If radial arteries could talk (and in my experience they can to some extent), they would say, "Step away from the smartphone." At least that is the message I am receiving loud and clear as I feel the pulses of many patients.
A Daily Strategy for Heavy-Metal Detox
In modern society, we are constantly exposed to heavy metals such as cadmium, lead and mercury. These heavy metals have no essential biochemical roles in our body, and conversely, can cause us a great deal of harm if they build up to toxic levels.
Eczema & Acupuncture: A Sound Solution (Part 1)
Eczema affects approximately 3.5 percent of the global population and is one of the most common skin complaints seen by dermatologists.
February, 2001, Vol. 01, Issue 02
Let's Talk About Palpation
By Ben Benjamin, PhD
Question: True or false: Palpation is an excellent assessment method for locating injured structures.
Palpation is generally a poor and inaccurate method of locating injured structures.Just finding tender areas in the body without the use of clinical testing procedures usually leads to confusion and inaccurate conclusions. Many individuals have tender spots throughout their entire bodies. Experienced therapists can find tender or painful areas on most people in dozens of places. Finding a tender area that verifies a practitioner's hunch about where an injury is located is easy to do, because so many structures are often tender when not injured. For instance, the occipital muscles may be tender or painful when palpated because of chronic muscle tension, not because the occipital muscles are injured.
Palpation can be an important verifying factor after anatomical testing procedures have discovered the injured tissue(s). Skilled touch can also help the practitioner more precisely locate the injured tissue, once the structure has been clearly identified. For example, if anatomical testing identifies an injured hamstring muscle tendon unit, a skilled practitioner can use palpation to locate the exact site of the damage along the muscle tendon unit.
Without first identifying the source of the pain, palpation may lead to inaccurate conclusions. For example, what appears to be a hamstring injury is frequently referred pain from a low back injury.
To verify your assessment, it is generally important to compare tenderness on the right and left sides of the body, because the individual may be tender in many places as described above. If the individual is tender on the injured side and not tender on the uninjured side, this gives the practitioner a piece of corroborating evidence that the assessment is correct. On the other hand, if the uninjured side is just as tender as the injured side, the practitioner must look for further verification.
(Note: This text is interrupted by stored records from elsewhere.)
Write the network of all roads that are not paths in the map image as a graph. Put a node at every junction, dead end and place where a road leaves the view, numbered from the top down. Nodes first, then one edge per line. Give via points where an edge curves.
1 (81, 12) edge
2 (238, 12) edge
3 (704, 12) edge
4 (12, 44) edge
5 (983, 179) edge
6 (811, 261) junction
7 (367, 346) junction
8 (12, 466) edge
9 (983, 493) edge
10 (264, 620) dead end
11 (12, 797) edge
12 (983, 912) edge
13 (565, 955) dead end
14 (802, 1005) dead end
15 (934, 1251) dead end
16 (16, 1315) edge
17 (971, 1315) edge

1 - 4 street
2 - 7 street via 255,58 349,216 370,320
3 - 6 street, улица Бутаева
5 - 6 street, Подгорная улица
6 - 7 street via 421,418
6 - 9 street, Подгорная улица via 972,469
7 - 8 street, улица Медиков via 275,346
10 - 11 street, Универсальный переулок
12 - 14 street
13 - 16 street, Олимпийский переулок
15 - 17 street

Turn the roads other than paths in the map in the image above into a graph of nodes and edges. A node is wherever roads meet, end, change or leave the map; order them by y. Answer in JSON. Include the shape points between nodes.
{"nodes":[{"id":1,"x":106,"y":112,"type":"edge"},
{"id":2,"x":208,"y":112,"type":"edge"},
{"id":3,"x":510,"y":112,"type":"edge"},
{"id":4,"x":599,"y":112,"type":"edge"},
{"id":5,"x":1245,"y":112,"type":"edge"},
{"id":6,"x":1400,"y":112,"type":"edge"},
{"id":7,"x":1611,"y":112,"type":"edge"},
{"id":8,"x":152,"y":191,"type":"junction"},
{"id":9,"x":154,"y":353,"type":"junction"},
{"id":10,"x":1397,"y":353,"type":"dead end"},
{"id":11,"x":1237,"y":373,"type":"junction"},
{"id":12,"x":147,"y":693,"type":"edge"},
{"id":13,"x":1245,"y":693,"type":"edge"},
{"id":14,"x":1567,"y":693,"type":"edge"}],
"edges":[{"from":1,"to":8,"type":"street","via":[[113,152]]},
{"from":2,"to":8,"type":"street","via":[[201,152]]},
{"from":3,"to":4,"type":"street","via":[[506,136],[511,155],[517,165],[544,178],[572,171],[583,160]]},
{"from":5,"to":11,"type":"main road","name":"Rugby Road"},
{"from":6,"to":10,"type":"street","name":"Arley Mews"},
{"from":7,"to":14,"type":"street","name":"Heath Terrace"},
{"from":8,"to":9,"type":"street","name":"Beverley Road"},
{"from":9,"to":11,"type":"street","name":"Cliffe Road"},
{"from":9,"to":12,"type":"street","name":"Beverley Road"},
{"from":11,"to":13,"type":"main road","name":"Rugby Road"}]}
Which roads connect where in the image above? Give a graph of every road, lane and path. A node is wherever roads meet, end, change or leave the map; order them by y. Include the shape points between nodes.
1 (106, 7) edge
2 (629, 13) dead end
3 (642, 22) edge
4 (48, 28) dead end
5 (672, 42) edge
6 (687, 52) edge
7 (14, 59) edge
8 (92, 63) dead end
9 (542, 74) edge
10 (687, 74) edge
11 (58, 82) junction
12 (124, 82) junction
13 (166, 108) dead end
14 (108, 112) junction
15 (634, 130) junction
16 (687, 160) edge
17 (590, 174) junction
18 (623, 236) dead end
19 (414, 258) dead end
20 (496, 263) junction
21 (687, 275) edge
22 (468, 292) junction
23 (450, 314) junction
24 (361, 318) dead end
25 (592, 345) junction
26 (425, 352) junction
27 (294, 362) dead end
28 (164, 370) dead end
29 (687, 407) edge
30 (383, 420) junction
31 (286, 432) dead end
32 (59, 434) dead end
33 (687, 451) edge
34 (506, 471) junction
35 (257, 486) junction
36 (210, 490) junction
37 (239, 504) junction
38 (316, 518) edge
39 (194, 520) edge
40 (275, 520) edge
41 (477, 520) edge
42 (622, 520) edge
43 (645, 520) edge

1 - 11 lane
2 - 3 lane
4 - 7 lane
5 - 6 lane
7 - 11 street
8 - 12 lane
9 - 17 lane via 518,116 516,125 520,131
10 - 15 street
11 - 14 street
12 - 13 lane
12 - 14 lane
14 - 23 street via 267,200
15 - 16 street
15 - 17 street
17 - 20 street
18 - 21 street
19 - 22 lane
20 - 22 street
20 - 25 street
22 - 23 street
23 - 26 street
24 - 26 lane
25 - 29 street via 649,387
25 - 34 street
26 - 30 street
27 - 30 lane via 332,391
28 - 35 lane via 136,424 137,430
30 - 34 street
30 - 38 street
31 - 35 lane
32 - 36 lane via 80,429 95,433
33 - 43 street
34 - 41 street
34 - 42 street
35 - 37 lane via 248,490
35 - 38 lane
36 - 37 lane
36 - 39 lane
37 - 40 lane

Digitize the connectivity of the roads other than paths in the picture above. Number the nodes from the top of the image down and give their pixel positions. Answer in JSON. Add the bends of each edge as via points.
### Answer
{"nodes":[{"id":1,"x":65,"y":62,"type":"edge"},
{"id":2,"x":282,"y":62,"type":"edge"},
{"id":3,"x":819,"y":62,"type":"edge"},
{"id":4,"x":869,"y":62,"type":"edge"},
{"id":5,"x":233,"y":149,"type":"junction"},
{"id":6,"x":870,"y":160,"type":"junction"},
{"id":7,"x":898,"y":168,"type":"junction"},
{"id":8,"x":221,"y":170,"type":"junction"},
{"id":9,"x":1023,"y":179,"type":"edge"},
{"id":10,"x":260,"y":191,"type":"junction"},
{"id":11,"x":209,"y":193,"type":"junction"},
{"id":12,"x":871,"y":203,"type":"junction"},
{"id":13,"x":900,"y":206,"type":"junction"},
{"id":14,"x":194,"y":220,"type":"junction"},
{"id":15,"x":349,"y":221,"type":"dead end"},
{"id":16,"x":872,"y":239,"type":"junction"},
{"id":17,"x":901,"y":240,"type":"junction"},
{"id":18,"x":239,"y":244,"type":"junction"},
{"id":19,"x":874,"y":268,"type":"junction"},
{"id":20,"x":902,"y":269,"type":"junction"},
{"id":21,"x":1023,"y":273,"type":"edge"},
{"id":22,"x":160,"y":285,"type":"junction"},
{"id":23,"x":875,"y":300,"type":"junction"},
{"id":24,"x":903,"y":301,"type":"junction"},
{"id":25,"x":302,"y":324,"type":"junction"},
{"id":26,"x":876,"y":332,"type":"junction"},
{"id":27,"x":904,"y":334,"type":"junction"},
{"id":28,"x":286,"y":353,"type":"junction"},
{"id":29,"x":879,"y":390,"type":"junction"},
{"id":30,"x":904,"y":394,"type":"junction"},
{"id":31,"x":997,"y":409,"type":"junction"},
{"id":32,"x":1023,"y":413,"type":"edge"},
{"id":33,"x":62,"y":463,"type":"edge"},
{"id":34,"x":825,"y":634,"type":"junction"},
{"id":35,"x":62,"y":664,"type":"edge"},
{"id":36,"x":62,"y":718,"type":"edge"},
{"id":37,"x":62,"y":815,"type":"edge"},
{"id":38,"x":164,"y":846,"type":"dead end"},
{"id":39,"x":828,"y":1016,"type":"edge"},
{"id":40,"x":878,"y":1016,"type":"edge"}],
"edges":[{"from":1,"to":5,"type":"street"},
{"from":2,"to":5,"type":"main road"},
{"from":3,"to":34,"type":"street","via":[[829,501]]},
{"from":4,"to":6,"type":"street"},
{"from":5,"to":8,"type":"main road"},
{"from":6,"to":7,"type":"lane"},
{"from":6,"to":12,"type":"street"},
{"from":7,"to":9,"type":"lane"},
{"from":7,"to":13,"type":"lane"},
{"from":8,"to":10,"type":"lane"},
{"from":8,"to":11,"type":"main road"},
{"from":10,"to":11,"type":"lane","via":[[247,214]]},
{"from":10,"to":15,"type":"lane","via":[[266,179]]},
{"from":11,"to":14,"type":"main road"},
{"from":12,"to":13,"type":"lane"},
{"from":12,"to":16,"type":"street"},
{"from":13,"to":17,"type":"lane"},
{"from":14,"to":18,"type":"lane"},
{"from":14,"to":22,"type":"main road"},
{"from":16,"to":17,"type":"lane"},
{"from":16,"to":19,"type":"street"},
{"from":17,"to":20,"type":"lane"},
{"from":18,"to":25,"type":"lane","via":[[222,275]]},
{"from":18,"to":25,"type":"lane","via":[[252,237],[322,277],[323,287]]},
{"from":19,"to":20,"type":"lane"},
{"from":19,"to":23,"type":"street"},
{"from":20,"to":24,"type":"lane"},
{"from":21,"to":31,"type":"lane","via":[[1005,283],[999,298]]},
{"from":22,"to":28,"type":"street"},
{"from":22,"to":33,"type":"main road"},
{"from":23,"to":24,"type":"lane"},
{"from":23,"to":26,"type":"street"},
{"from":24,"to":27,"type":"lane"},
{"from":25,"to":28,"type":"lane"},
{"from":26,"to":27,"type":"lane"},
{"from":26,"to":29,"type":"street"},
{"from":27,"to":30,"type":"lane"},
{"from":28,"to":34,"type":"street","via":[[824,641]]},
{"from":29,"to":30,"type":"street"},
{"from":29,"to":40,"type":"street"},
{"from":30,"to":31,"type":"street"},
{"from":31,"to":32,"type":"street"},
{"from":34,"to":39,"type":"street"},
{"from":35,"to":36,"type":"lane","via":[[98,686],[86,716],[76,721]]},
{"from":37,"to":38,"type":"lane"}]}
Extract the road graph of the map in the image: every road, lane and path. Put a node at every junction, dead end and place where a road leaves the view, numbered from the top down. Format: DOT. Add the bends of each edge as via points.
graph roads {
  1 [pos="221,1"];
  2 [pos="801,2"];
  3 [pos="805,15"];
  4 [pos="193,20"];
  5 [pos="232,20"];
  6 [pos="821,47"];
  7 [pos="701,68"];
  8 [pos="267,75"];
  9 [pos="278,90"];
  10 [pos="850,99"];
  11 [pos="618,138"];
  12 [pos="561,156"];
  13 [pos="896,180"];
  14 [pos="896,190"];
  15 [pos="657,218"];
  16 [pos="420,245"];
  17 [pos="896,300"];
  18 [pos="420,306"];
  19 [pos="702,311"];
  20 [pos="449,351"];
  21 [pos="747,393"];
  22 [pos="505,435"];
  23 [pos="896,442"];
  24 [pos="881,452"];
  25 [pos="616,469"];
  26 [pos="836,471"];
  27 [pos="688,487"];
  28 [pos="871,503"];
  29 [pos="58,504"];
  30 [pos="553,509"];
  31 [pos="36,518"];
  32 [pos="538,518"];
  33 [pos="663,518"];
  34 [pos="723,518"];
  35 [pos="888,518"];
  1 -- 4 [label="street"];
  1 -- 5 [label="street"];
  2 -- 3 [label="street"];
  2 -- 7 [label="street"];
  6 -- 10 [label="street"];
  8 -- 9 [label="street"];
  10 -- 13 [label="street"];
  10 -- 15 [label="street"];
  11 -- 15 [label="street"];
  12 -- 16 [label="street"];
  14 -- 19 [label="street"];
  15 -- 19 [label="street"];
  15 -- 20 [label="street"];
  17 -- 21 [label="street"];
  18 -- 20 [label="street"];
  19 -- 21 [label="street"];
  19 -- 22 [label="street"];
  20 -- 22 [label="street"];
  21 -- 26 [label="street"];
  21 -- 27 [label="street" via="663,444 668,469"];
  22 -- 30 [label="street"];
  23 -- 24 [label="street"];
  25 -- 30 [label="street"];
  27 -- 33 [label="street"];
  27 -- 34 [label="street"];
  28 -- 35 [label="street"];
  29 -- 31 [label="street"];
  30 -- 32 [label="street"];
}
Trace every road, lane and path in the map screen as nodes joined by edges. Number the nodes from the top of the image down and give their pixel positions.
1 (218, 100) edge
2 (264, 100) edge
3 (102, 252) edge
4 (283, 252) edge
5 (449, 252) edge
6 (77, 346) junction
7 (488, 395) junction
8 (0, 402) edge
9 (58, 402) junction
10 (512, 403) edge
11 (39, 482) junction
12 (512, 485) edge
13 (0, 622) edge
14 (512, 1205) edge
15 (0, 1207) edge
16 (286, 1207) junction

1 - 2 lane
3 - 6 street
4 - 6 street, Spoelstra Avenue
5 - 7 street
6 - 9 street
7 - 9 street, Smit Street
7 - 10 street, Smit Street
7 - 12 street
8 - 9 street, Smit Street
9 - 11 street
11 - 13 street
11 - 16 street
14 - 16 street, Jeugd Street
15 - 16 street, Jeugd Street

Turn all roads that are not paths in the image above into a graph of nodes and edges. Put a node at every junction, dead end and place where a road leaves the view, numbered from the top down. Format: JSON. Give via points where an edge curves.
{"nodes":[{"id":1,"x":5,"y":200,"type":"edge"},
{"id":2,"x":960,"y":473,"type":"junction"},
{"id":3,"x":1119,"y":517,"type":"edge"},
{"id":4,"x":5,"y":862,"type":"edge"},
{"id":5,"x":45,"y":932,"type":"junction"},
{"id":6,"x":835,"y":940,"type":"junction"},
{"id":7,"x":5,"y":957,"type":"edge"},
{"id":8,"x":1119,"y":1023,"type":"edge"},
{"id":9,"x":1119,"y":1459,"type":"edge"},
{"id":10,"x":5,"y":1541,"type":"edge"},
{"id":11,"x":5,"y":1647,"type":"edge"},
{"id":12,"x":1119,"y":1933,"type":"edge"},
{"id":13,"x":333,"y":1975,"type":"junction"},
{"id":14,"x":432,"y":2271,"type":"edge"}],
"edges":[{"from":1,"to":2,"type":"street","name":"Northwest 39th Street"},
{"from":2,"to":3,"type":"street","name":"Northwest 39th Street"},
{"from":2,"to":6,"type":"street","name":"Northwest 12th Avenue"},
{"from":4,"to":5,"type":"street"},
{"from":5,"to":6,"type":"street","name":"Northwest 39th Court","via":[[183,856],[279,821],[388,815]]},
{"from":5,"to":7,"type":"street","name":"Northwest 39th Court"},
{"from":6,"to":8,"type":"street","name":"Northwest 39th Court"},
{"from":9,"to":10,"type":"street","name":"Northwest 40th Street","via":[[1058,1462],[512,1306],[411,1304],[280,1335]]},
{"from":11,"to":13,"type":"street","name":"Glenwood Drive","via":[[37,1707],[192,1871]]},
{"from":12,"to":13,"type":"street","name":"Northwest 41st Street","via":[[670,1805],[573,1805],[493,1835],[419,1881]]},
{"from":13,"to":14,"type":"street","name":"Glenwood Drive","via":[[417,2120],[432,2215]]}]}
For example, the extensor carpi radialis brevis tendon (of tennis elbow fame) may be quite tender on palpation in many individuals, without being injured. But if resisted extension of the wrist is weak and painful at the lateral elbow on the right side, and resisted extension of the left wrist is strong and not painful, then tennis elbow on the right is very likely to be present, regardless of the tenderness on palpation.